Cist, Punchestown Great, Co. Kildare
Co. Kildare |
Burial Sites
A farmer harrowing a field at Punchestown Great in County Kildare in 1981 turned up something that had been sealed underground for thousands of years: a small stone cist burial containing the remains of four people. Stone cists, a burial form common in Bronze Age Ireland, are essentially box-like chambers constructed from upright slabs and capped with a flat stone. What made this particular one quietly remarkable was not just its survival, but the layered story it preserved.

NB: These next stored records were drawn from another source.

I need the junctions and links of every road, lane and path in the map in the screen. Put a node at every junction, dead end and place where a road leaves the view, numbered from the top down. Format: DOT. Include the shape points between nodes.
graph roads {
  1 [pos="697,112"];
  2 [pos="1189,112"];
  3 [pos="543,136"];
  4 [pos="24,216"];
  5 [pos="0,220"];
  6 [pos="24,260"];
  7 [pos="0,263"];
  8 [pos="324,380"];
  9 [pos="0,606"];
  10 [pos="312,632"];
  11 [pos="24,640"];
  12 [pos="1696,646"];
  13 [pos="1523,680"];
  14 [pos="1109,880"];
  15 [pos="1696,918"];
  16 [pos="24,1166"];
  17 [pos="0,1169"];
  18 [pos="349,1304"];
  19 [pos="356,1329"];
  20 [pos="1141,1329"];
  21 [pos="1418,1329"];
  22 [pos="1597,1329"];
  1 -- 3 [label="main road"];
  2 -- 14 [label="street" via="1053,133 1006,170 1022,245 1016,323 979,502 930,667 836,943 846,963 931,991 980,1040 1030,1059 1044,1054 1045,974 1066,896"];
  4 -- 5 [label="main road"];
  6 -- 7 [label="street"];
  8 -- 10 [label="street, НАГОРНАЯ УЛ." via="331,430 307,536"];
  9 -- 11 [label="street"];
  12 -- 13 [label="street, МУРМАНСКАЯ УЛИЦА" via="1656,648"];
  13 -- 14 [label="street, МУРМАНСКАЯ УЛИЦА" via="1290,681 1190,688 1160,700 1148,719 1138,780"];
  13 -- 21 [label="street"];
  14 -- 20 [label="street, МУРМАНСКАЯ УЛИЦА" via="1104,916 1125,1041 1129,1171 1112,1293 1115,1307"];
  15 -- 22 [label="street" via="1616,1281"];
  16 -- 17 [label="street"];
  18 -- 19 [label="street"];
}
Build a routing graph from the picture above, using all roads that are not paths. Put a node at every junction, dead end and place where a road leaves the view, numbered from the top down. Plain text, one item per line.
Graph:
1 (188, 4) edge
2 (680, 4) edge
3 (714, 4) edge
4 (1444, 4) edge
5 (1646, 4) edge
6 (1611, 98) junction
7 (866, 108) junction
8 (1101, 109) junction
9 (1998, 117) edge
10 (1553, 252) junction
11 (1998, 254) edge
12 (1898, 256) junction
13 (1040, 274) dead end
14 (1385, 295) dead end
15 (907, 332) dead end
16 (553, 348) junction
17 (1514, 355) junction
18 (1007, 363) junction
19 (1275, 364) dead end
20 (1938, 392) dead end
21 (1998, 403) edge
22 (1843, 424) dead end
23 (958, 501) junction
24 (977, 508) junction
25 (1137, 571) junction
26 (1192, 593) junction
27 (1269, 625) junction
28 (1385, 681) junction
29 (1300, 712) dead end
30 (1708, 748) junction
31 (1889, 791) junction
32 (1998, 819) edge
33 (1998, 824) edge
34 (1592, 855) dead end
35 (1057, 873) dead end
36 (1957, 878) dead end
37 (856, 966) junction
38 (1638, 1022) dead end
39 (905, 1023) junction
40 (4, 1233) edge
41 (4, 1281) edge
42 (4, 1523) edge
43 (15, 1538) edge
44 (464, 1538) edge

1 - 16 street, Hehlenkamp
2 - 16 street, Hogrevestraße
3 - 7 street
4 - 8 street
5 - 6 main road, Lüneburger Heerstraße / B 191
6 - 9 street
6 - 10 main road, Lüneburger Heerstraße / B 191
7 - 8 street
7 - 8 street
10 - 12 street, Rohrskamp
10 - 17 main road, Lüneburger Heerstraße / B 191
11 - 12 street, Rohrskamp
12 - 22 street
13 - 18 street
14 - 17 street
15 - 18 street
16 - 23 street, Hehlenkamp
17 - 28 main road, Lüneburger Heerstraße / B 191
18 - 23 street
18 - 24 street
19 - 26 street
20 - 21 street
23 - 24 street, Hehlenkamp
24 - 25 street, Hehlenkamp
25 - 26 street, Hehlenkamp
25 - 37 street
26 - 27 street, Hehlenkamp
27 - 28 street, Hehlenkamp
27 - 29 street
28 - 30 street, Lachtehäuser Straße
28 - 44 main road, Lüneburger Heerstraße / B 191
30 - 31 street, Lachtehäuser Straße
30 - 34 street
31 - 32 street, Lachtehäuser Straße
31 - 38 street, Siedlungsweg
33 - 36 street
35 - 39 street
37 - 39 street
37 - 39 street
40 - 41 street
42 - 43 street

The cist itself was trapezoidal in plan and compact, measuring roughly 0.83 metres north to south, 0.6 metres wide, and 0.6 metres deep, formed from four substantial stone slabs set on edge and sealed beneath a large suboval capstone nearly two metres in length. Inside, archaeologists found two crouched, unburnt burials, a young adult female and a young adult male, interred in the foetal position typical of the period. At some later point, the chamber received a second deposit: cremated bone from two further individuals, along with some charcoal. The sequence suggests the site was revisited, perhaps reopened deliberately to add new remains to an existing grave. There were no grave goods of any kind, no pottery, no metalwork, nothing to indicate personal identity or status beyond the care taken in the construction of the tomb itself. That absence is its own kind of detail, a reminder that the archaeological record more often raises questions than it settles them.